Posted by GitBox <gi...@apache.org>.
marklit commented on issue #15220:
URL: https://github.com/apache/arrow/issues/15220#issuecomment-1376871039

   I ran the following on my MBP this morning. PyArrow managed to get within 1.38x of ClickHouse which is a pretty good speed-up.
   
   ```bash
   $ time \
       ~/Downloads/ch/clickhouse local \
             --input-format JSONEachRow \
             -q "SELECT *
                 FROM table
                 FORMAT Parquet" \
       < California.jsonl \
       > ch.snappy.pq
   ```
   
   The above took 36.316 seconds.
   
   
   ```python
   import pyarrow.parquet
   import pyarrow.json
   
   In [3]: %time table = pyarrow.json.read_json('California.jsonl')

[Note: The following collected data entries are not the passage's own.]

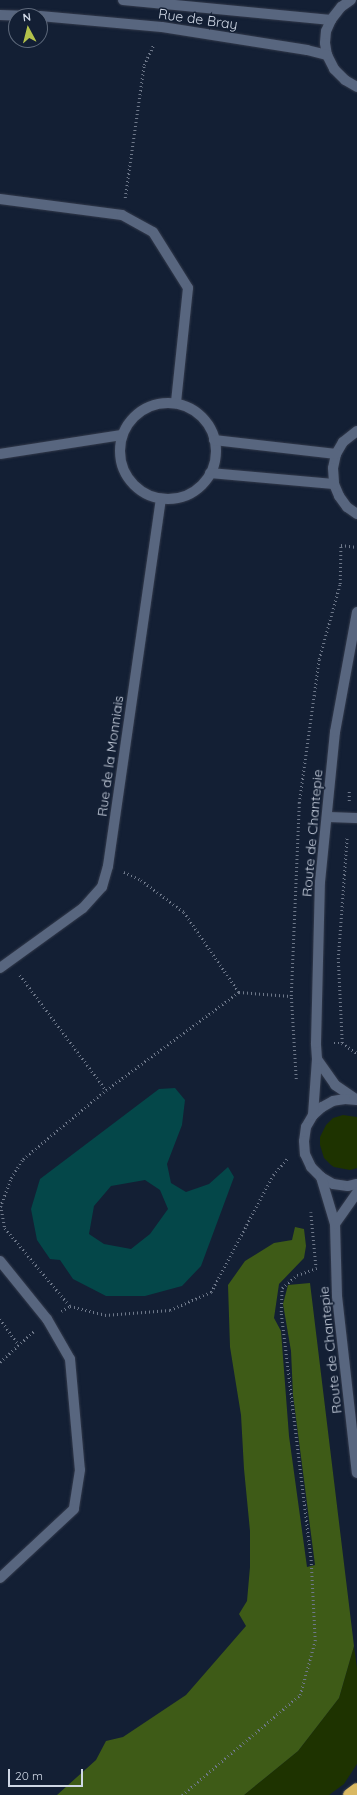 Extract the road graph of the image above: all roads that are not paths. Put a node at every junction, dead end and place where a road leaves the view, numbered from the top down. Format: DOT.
graph roads {
  1 [pos="123,0"];
  2 [pos="351,0"];
  3 [pos="48,17"];
  4 [pos="331,20"];
  5 [pos="327,55"];
  6 [pos="357,87"];
  7 [pos="0,200"];
  8 [pos="176,403"];
  9 [pos="357,431"];
  10 [pos="122,435"];
  11 [pos="214,440"];
  12 [pos="0,454"];
  13 [pos="336,454"];
  14 [pos="210,473"];
  15 [pos="334,484"];
  16 [pos="161,499"];
  17 [pos="357,514"];
  18 [pos="357,612"];
  19 [pos="327,817"];
  20 [pos="352,818"];
  21 [pos="0,968"];
  22 [pos="317,1059"];
  23 [pos="357,1100"];
  24 [pos="313,1115"];
  25 [pos="321,1177"];
  26 [pos="357,1184"];
  27 [pos="357,1192"];
  28 [pos="335,1224"];
  29 [pos="0,1261"];
  30 [pos="357,1473"];
  31 [pos="0,1578"];
  32 [pos="357,1789"];
  33 [pos="349,1795"];
  1 -- 4 [label="street, Rue de Bray"];
  2 -- 4 [label="street"];
  3 -- 5 [label="street, Rue de Bray"];
  4 -- 5 [label="street"];
  5 -- 6 [label="street"];
  7 -- 8 [label="street"];
  8 -- 10 [label="street"];
  8 -- 11 [label="street"];
  9 -- 13 [label="street"];
  10 -- 12 [label="street"];
  10 -- 16 [label="street"];
  11 -- 13 [label="street"];
  11 -- 14 [label="street"];
  13 -- 15 [label="street"];
  14 -- 15 [label="street"];
  14 -- 16 [label="street"];
  15 -- 17 [label="street"];
  16 -- 21 [label="street, Rue de la Monniais"];
  18 -- 19 [label="street, Route de Chantepie"];
  19 -- 20 [label="street"];
  19 -- 22 [label="street, Route de Chantepie"];
  22 -- 23 [label="street"];
  22 -- 24 [label="street, Route de Chantepie"];
  23 -- 24 [label="street"];
  24 -- 25 [label="street"];
  25 -- 26 [label="street"];
  25 -- 28 [label="street, Route de Chantepie"];
  27 -- 28 [label="street"];
  28 -- 30 [label="street, Route de Chantepie"];
  29 -- 31 [label="street"];
  32 -- 33 [label="highway"];
} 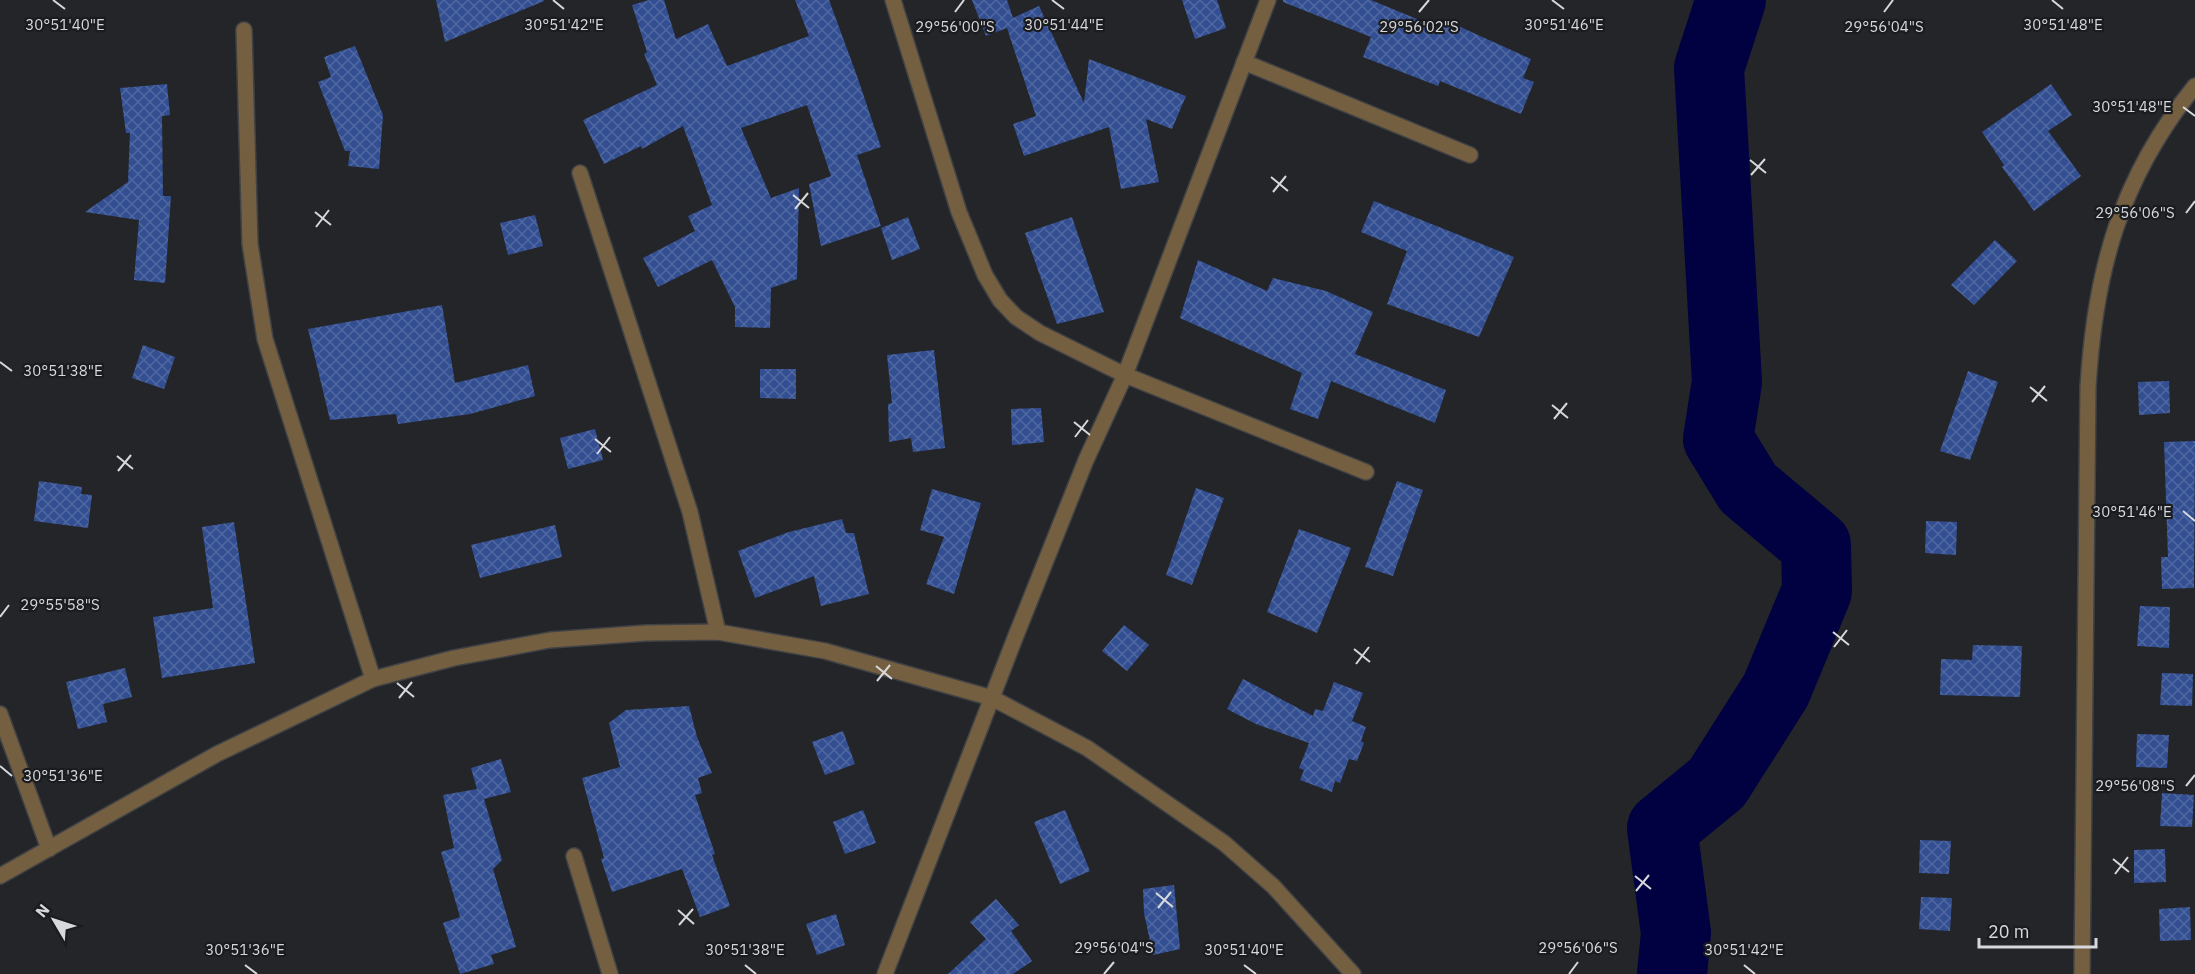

   CPU times: user 26.6 s, sys: 16.5 s, total: 43.1 s
   Wall time: 21.6 s
   
   In [4]: %time pyarrow.parquet.write_table(table, 'pyarrow.snappy.pq', row_group_size=37738)
   CPU times: user 8.98 s, sys: 8.37 s, total: 17.3 s
   Wall time: 28.6 s
   ```
   
   Any suggestions on how I can improve on that number would be greatly appreciated.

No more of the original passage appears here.